Experts on Demand: Dynamic Routing for Personalized Diffusion Models
摘要
评审与讨论
This paper introduces a personalized MoE (mixture of expert) structure of diffusion models, named as MoEDM, for text2image generations. The proposed MoEDM enhances the inference efficiency for the desinated tasks, mantaining intact the task-specific performance metrics. The parameter sparse strategy effectively navigates the trade-off between efficiency and capability, establishing it as a feasible optimization technique for diffusion models. The experimental results show the good performances of the proposed MoEDM model.
优点
This paper introduces a sparse mixture of expert structure of diffusion models to enhances the inference efficiency for the text2image generation tasks. The experimental results show the good inference performances of the proposed models.
缺点
-
Novelty is limited. The MoE structure is widely applied for the AIGC models, especially large foundation models. As for the diffusion models, MoE structure is not firstly introduced for the text2image diffusion models, e.g. [RAPHAEL: Text-to-Image Generation via Large Mixture of Diffusion Paths]. The sparse parameter pruning with MoE is also widely used for the large dense model,e.g. [Task-Specific Expert Pruning for Sparse Mixture-of-Experts]. Although this paper introduces a sparse MoE structure to prune the large scale of parameters of dense diffusion models, the novelty of the proposed methods is limited.
-
Experiments are probably not sufficient. It is not easy to evaluate the performance of the image generation method. The evaluation metrics, KID and FID are actually insensitive to the generated image quality and these metrics cannot evaluate the image quality well.
问题
- Please highlight the novelty and contribution of the proposed sparse strategy with the Diffusion models
- Please clarify more details, e.g. the expert balance operation, of the proposed MoEDM.

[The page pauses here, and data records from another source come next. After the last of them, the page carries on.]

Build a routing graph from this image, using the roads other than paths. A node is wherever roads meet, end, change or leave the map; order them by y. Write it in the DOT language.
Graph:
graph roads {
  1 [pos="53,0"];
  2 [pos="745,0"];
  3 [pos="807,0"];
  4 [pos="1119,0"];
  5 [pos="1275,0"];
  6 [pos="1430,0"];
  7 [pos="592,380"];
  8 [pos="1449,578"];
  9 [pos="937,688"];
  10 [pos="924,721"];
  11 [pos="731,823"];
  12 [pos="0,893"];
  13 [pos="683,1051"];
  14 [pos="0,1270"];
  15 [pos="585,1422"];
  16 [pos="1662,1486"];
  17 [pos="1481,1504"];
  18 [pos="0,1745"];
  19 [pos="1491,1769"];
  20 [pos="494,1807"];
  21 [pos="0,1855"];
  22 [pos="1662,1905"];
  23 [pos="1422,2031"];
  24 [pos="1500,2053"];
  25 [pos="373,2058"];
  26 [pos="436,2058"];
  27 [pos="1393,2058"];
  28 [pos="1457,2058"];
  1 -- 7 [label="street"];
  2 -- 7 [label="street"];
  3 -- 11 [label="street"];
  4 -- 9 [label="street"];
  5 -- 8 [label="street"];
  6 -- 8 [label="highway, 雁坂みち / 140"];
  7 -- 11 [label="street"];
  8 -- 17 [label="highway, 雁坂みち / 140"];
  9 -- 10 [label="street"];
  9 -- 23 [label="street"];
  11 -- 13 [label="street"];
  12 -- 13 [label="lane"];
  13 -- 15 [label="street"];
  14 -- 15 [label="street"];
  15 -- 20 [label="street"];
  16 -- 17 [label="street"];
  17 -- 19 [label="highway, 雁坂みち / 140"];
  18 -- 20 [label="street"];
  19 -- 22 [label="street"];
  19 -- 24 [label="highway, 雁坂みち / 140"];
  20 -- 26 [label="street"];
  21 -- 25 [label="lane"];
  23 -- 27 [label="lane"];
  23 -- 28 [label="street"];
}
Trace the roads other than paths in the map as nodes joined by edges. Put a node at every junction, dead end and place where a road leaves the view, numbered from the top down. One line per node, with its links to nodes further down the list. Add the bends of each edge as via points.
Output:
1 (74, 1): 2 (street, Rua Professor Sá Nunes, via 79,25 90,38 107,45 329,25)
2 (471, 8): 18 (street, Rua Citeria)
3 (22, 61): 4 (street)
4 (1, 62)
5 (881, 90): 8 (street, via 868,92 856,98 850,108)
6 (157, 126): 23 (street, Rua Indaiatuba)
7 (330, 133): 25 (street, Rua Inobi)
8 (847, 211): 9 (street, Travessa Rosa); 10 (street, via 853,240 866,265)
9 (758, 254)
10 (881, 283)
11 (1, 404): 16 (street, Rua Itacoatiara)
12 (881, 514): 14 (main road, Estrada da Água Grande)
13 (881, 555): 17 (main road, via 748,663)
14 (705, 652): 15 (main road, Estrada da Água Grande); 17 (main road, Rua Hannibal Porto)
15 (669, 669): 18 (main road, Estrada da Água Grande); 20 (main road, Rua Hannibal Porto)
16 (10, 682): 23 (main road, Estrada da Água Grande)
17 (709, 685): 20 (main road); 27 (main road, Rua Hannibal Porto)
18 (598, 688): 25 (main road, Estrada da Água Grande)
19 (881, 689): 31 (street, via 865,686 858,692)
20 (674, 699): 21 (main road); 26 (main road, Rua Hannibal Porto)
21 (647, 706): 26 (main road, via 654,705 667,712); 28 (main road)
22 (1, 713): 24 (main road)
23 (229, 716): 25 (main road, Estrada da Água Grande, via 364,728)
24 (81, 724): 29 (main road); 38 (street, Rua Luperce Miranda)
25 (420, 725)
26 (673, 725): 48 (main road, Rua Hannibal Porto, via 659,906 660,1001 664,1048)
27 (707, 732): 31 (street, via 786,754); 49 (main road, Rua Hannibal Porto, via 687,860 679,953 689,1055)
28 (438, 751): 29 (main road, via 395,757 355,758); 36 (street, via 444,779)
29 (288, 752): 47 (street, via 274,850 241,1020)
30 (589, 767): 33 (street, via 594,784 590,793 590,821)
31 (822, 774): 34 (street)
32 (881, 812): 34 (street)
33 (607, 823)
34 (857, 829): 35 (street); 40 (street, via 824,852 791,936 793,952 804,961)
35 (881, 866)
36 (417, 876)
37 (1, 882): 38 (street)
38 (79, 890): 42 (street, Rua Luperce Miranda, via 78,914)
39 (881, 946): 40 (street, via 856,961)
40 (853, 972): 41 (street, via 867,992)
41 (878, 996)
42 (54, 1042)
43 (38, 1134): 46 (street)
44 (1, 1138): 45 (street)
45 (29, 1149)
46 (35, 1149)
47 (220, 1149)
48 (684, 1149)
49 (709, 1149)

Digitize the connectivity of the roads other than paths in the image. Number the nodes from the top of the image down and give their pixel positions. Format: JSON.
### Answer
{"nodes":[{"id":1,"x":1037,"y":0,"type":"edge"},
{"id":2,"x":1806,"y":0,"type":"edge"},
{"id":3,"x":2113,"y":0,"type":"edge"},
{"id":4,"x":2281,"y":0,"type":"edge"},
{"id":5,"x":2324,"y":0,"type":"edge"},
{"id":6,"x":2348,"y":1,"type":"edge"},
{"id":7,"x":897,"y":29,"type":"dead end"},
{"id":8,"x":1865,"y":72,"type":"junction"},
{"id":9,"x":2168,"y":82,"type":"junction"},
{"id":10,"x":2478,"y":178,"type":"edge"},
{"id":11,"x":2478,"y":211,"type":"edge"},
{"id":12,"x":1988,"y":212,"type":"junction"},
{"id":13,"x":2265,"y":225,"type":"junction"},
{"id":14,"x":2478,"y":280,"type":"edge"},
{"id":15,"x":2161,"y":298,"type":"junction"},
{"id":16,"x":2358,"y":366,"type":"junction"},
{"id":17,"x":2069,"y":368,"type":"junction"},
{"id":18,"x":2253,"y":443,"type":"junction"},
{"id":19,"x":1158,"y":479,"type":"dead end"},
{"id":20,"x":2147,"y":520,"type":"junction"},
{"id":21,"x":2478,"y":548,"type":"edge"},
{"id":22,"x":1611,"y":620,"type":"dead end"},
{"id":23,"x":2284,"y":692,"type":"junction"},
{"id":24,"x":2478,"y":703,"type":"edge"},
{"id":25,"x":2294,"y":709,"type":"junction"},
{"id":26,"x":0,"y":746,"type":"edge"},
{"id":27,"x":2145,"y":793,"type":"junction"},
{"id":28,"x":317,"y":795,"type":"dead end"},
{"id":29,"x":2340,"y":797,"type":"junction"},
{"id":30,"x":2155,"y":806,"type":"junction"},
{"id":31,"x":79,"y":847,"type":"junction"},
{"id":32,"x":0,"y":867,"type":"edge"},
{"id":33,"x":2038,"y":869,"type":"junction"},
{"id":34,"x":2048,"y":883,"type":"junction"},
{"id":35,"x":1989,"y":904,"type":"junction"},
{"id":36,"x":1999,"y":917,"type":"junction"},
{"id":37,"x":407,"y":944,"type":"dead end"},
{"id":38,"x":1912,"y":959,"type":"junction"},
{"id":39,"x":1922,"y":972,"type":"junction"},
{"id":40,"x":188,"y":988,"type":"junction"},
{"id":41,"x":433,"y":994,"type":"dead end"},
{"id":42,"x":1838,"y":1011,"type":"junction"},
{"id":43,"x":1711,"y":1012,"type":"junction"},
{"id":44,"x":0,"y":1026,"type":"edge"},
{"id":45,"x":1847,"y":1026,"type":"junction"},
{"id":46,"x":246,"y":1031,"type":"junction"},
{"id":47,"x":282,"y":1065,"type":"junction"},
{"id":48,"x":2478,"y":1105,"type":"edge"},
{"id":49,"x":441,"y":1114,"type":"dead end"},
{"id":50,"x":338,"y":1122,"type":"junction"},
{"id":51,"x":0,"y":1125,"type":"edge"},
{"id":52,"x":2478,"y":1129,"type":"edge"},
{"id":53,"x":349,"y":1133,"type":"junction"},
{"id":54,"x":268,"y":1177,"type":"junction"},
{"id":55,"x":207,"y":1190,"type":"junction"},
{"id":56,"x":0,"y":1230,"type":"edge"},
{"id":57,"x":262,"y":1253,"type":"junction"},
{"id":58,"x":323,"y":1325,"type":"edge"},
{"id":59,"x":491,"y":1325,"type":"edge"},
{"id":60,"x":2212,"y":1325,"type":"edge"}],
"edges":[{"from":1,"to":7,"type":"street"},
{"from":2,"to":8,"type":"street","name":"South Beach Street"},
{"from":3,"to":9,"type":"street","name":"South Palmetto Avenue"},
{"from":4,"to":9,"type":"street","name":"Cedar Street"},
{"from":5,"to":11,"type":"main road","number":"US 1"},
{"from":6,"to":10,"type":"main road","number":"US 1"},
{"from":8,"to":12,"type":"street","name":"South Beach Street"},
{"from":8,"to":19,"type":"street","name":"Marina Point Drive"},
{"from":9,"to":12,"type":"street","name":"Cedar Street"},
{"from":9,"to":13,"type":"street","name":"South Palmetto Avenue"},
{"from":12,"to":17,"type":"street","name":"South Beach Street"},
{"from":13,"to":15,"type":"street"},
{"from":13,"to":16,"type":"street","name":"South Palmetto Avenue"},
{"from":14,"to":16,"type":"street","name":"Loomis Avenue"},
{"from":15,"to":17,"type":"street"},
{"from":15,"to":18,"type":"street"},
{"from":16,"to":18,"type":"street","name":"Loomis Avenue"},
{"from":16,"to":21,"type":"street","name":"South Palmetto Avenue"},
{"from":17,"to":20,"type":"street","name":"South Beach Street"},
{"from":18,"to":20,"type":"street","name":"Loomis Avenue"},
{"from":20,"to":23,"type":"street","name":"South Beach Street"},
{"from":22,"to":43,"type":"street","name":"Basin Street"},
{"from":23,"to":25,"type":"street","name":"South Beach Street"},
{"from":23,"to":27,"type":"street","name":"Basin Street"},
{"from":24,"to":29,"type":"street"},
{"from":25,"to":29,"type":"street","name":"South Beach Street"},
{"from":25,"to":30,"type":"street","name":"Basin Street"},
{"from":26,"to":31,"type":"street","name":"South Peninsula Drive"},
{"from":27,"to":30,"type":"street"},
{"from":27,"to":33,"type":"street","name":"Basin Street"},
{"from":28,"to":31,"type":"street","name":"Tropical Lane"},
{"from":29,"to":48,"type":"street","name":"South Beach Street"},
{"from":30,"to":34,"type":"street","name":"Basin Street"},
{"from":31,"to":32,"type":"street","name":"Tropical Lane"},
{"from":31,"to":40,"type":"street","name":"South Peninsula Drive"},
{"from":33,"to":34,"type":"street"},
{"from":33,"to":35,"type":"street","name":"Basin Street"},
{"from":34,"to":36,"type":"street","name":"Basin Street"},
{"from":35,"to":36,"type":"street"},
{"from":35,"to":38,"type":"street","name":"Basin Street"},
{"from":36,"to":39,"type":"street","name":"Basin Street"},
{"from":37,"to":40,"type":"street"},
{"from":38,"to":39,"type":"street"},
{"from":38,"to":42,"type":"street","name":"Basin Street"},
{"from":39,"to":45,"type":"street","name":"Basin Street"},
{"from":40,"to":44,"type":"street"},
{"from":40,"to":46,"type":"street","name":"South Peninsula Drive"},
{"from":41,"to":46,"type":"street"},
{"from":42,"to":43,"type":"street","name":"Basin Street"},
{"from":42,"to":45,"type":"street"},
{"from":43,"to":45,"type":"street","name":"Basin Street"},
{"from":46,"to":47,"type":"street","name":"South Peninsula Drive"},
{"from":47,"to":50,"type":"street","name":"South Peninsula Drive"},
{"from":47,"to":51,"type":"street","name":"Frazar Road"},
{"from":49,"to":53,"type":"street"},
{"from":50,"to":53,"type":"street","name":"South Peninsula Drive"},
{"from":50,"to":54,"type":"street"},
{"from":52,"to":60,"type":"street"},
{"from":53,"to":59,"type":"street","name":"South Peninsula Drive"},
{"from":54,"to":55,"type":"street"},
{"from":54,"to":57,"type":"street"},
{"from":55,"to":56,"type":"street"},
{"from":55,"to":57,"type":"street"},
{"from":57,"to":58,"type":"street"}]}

- Please add more image quality comparison between the proposed MoEDM and baseline
Thank you very much for the thoughtful and detailed review. We reply point-by-point here, to begin the discussion.
- W1: The novelty we wish to emphasize that while pursuing general, large-scale models, it's imperative to consider the specific needs of users. The long-term use of models for specialized purposes is a common occurrence, yet it is often overlooked by the community. Employing methods like layer removal and MoE are merely tools for achieving this objective.
- W2: Thank you for pointing out the issues with the evaluation metrics. We have provided numerous visualizations of generated images, along with comparisons to baseline models, in the appendix of our paper. We will place greater emphasis on this aspect in the updated version of our paper.
- Q1: Equal to W1, The novelty we wish to emphasize that while pursuing general, large-scale models, it's imperative to consider the specific needs of users. The long-term use of models for specialized purposes is a common occurrence, yet it is often overlooked by the community. Employing methods like layer removal and MoE are merely tools for achieving this objective.
- Q2: In Section 3.2 of our paper, we have clearly stated: "Fortunately, in diffusion models, the time step t is always known, allowing for targeted activation based on t. This makes the gated mechanism of MoEDM a training-free approach." This implies that we can directly select experts with smaller id based on a smaller value of t. And it is crucial to emphasize that the speed improvement of MoEDM is not related to the number of experts. This is because the number of experts does not affect the volume of parameters involved in the computation at each step of the diffusion sampling process.
- Q3: We have provided numerous visualizations of generated images, along with comparisons to baseline models, in the appendix of our paper. We will place greater emphasis on this aspect in the updated version of our paper.
This paper introduces MoEDM, a novel approach for building a mixture-of-experts tailored for personalized large-scale diffusion models. MoEDM starts by layer-wise pruning a dense diffusion model, which reduces memory requirements. Subsequently, it constructs a mixture of the pruned models via dynamic routing, achieving faster sampling speeds without requiring additional training. The proposed approach is thoroughly validated through experiments conducted on image datasets to demonstrate its effectiveness.
优点
- The paper tackles a timely and practically-relevant problem supported by a fair amount of experiments, and stands as a pioneering study in attempting to build mixtures of diffusion expert models.
缺点
- In general, the writing is difficult to follow, and lacks technical details.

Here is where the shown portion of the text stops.